今日の情報が、明日の君をつくる。

習近平国家主席の発言により、中国WeChatで「ビットコイン」と「ブロックチェーン」の検索数が急増中

中国では仮想通貨取引所を通じての取引は相変わらず禁止されていますが、現在人気SNS「WeChat」ではビットコイン(BTC)ブロックチェーンの検索数が急増しているとアナリストが報告しています。これは習近平国家主席による「テクノロジー開発推進にブロックチェーン技術を全面的に取り入れるべき」との発言が原因と見られています。

「ビットコイン・ブロックチェーン」検索数が中国で急増中

10月25日、中国メディア新華社通信は、習近平国家主席が中国共産党の中央政治局の会議にて「ブロックチェーンを国内イノベーションの需要に対するコア技術として取り入れるべき」と発言したと報道しました。

これを受けビットコインの価格と仮想通貨の中国関連銘柄が急騰する事態となりました。

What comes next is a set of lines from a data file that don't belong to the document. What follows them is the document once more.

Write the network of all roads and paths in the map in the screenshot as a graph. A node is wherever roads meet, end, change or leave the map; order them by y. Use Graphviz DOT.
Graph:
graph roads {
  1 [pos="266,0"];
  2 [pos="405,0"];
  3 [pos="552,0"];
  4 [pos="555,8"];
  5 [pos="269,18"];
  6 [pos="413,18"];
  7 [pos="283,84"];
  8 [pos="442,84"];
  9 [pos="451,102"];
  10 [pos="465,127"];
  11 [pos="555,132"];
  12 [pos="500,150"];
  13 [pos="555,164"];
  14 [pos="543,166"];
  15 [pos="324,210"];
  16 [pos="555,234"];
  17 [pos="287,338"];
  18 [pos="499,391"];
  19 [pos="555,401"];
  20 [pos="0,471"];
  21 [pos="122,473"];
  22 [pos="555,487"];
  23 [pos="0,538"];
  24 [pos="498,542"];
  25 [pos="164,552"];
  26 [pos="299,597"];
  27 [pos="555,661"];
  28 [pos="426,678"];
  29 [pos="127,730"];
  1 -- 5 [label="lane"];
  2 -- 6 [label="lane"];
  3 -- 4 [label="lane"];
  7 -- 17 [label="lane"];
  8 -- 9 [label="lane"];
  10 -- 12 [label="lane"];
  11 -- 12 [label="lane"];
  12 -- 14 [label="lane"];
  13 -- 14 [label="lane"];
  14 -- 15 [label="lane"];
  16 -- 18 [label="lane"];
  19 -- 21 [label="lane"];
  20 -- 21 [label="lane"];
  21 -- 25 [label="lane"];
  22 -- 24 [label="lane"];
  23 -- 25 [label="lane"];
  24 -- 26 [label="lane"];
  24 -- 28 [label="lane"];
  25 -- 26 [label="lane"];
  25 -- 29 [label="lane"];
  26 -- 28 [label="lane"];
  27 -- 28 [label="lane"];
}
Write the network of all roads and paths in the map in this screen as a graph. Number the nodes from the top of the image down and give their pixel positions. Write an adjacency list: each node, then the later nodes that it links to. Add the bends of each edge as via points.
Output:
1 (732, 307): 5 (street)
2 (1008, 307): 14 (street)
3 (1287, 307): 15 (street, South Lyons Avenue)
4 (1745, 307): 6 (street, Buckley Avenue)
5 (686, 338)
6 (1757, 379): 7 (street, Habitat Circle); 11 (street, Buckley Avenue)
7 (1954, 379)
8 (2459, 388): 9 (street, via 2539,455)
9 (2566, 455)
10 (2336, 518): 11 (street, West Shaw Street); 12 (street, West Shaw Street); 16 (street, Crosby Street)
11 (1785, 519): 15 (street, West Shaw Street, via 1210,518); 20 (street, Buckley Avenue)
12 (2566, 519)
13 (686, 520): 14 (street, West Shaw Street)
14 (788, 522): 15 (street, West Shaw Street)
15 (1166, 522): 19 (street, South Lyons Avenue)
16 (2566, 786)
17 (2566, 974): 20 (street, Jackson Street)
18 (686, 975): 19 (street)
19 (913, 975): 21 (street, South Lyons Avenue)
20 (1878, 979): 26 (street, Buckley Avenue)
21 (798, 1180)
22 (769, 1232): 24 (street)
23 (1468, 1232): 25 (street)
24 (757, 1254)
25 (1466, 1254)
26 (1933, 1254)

また中国大手SNSであるWeChatではユーザーの「ビットコイン」の検索数が23日には572,000回だったのに対し、25日では1300,000回にまで増加しました。

同様に「ブロックチェーン」の検索数も、23日の検索数が777,000回から、25日には9200,000回と急上昇を見せています。

また、大手検索サイト「バイドゥ(百度)」でも同様にビットコインとブロックチェーンの検索数が急増を見せていると報告されています。

ビットコインの価格上昇背景には他の要因も

このように、今回のビットコインの価格上昇は中国政府のブロックチェーンを後押しする発言が背景にあるとされていますが、他の要因を指摘するアナリストもいます。

VanEckでデジタル資産部門ディレクターを務めるGabor Gurbacs氏は、シカゴ・マーカンタイル取引所(CME)のビットコイン先物が25日に満期を迎えたことや、Crypto CapitalのCEOが逮捕され、仮想通貨取引所Bitfinexが預けていた準備金8億5,000万ドル(約920億円)にアクセスが可能となったことも価格が強気となった要因だと主張しています。

一方、Placeholderの共同設立者であるChris Burniske氏は、大口の仮想通貨投資家がビットコインの価格を釣り上げるのを決めたのと中国の関心が高まったのが同時期に重なり価格が上昇したとして「価格が人々を駆り立てたのか、人々は価格を駆り立てたのか」と述べています。

中国は仮想通貨を支持したわけではなく、あくまでその技術であるブロックチェーンを取り入れると述べるに留まっている段階です。とは言え、ブロックチェーンが仮想通貨とは切り離せないのは間違いないため、今後も中国国内でブロックチェーンの開発が進むとともに値動きに影響が出るかもしれません。進捗には注視が必要だと言えるでしょう。